[Items from a data source]
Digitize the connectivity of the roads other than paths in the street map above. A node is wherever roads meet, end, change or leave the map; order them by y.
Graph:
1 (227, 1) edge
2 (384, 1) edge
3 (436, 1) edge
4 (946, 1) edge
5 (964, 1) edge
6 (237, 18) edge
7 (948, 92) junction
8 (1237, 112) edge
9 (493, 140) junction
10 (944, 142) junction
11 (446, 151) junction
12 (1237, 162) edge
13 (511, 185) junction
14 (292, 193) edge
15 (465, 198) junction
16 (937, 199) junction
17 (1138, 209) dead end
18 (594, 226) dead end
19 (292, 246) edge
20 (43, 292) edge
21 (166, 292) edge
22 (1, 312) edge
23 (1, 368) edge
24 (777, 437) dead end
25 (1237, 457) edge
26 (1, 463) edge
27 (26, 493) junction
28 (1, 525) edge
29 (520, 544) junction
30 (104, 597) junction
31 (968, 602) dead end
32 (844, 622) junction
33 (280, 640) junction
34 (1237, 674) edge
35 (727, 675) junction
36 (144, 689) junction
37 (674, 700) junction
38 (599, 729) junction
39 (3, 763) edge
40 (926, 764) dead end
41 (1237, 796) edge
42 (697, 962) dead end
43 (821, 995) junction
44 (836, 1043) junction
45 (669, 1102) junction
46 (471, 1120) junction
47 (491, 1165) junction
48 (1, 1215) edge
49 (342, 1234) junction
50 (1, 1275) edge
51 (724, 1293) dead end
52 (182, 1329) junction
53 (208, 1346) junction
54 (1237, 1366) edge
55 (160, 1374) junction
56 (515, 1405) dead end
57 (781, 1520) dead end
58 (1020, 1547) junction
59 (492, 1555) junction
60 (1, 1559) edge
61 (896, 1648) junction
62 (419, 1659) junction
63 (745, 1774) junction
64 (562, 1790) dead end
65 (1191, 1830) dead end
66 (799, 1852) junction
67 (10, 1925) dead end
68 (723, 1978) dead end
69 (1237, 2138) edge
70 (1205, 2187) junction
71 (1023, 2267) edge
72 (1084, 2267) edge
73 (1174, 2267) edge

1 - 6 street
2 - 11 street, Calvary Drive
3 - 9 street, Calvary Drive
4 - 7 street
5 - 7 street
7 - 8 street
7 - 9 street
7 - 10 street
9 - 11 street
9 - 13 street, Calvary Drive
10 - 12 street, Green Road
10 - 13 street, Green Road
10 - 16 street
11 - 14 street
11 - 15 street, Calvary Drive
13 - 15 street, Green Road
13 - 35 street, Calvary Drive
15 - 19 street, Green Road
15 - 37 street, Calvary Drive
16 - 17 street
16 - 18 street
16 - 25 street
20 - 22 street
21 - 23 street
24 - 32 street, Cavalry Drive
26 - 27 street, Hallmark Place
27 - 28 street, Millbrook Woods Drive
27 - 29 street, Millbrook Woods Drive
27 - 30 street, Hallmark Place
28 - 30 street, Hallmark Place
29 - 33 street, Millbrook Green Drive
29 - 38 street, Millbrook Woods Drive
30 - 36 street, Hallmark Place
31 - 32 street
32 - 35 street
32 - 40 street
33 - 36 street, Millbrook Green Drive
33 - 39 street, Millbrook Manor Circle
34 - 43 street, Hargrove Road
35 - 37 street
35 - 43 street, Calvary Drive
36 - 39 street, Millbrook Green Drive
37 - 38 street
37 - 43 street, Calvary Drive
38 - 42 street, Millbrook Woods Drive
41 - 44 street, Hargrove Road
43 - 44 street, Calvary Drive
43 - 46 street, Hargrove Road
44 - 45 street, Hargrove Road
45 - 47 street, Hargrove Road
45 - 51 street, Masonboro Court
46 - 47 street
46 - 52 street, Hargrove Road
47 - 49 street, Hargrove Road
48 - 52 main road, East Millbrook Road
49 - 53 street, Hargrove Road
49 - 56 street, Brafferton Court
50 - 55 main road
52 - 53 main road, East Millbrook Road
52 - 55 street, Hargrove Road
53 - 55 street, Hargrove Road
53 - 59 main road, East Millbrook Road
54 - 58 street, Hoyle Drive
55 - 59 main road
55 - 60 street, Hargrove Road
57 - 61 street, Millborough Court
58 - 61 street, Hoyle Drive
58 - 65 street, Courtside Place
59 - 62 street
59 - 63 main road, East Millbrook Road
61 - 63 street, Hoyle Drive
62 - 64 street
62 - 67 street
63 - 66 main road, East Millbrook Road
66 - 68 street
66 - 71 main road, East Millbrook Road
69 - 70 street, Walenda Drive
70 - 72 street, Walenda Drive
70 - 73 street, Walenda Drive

**Problem to solve:** Print the records above again, every one, exactly as written.

**Task response:**
Digitize the connectivity of the roads other than paths in the street map above. A node is wherever roads meet, end, change or leave the map; order them by y.
Graph:
1 (227, 1) edge
2 (384, 1) edge
3 (436, 1) edge
4 (946, 1) edge
5 (964, 1) edge
6 (237, 18) edge
7 (948, 92) junction
8 (1237, 112) edge
9 (493, 140) junction
10 (944, 142) junction
11 (446, 151) junction
12 (1237, 162) edge
13 (511, 185) junction
14 (292, 193) edge
15 (465, 198) junction
16 (937, 199) junction
17 (1138, 209) dead end
18 (594, 226) dead end
19 (292, 246) edge
20 (43, 292) edge
21 (166, 292) edge
22 (1, 312) edge
23 (1, 368) edge
24 (777, 437) dead end
25 (1237, 457) edge
26 (1, 463) edge
27 (26, 493) junction
28 (1, 525) edge
29 (520, 544) junction
30 (104, 597) junction
31 (968, 602) dead end
32 (844, 622) junction
33 (280, 640) junction
34 (1237, 674) edge
35 (727, 675) junction
36 (144, 689) junction
37 (674, 700) junction
38 (599, 729) junction
39 (3, 763) edge
40 (926, 764) dead end
41 (1237, 796) edge
42 (697, 962) dead end
43 (821, 995) junction
44 (836, 1043) junction
45 (669, 1102) junction
46 (471, 1120) junction
47 (491, 1165) junction
48 (1, 1215) edge
49 (342, 1234) junction
50 (1, 1275) edge
51 (724, 1293) dead end
52 (182, 1329) junction
53 (208, 1346) junction
54 (1237, 1366) edge
55 (160, 1374) junction
56 (515, 1405) dead end
57 (781, 1520) dead end
58 (1020, 1547) junction
59 (492, 1555) junction
60 (1, 1559) edge
61 (896, 1648) junction
62 (419, 1659) junction
63 (745, 1774) junction
64 (562, 1790) dead end
65 (1191, 1830) dead end
66 (799, 1852) junction
67 (10, 1925) dead end
68 (723, 1978) dead end
69 (1237, 2138) edge
70 (1205, 2187) junction
71 (1023, 2267) edge
72 (1084, 2267) edge
73 (1174, 2267) edge

1 - 6 street
2 - 11 street, Calvary Drive
3 - 9 street, Calvary Drive
4 - 7 street
5 - 7 street
7 - 8 street
7 - 9 street
7 - 10 street
9 - 11 street
9 - 13 street, Calvary Drive
10 - 12 street, Green Road
10 - 13 street, Green Road
10 - 16 street
11 - 14 street
11 - 15 street, Calvary Drive
13 - 15 street, Green Road
13 - 35 street, Calvary Drive
15 - 19 street, Green Road
15 - 37 street, Calvary Drive
16 - 17 street
16 - 18 street
16 - 25 street
20 - 22 street
21 - 23 street
24 - 32 street, Cavalry Drive
26 - 27 street, Hallmark Place
27 - 28 street, Millbrook Woods Drive
27 - 29 street, Millbrook Woods Drive
27 - 30 street, Hallmark Place
28 - 30 street, Hallmark Place
29 - 33 street, Millbrook Green Drive
29 - 38 street, Millbrook Woods Drive
30 - 36 street, Hallmark Place
31 - 32 street
32 - 35 street
32 - 40 street
33 - 36 street, Millbrook Green Drive
33 - 39 street, Millbrook Manor Circle
34 - 43 street, Hargrove Road
35 - 37 street
35 - 43 street, Calvary Drive
36 - 39 street, Millbrook Green Drive
37 - 38 street
37 - 43 street, Calvary Drive
38 - 42 street, Millbrook Woods Drive
41 - 44 street, Hargrove Road
43 - 44 street, Calvary Drive
43 - 46 street, Hargrove Road
44 - 45 street, Hargrove Road
45 - 47 street, Hargrove Road
45 - 51 street, Masonboro Court
46 - 47 street
46 - 52 street, Hargrove Road
47 - 49 street, Hargrove Road
48 - 52 main road, East Millbrook Road
49 - 53 street, Hargrove Road
49 - 56 street, Brafferton Court
50 - 55 main road
52 - 53 main road, East Millbrook Road
52 - 55 street, Hargrove Road
53 - 55 street, Hargrove Road
53 - 59 main road, East Millbrook Road
54 - 58 street, Hoyle Drive
55 - 59 main road
55 - 60 street, Hargrove Road
57 - 61 street, Millborough Court
58 - 61 street, Hoyle Drive
58 - 65 street, Courtside Place
59 - 62 street
59 - 63 main road, East Millbrook Road
61 - 63 street, Hoyle Drive
62 - 64 street
62 - 67 street
63 - 66 main road, East Millbrook Road
66 - 68 street
66 - 71 main road, East Millbrook Road
69 - 70 street, Walenda Drive
70 - 72 street, Walenda Drive
70 - 73 street, Walenda Drive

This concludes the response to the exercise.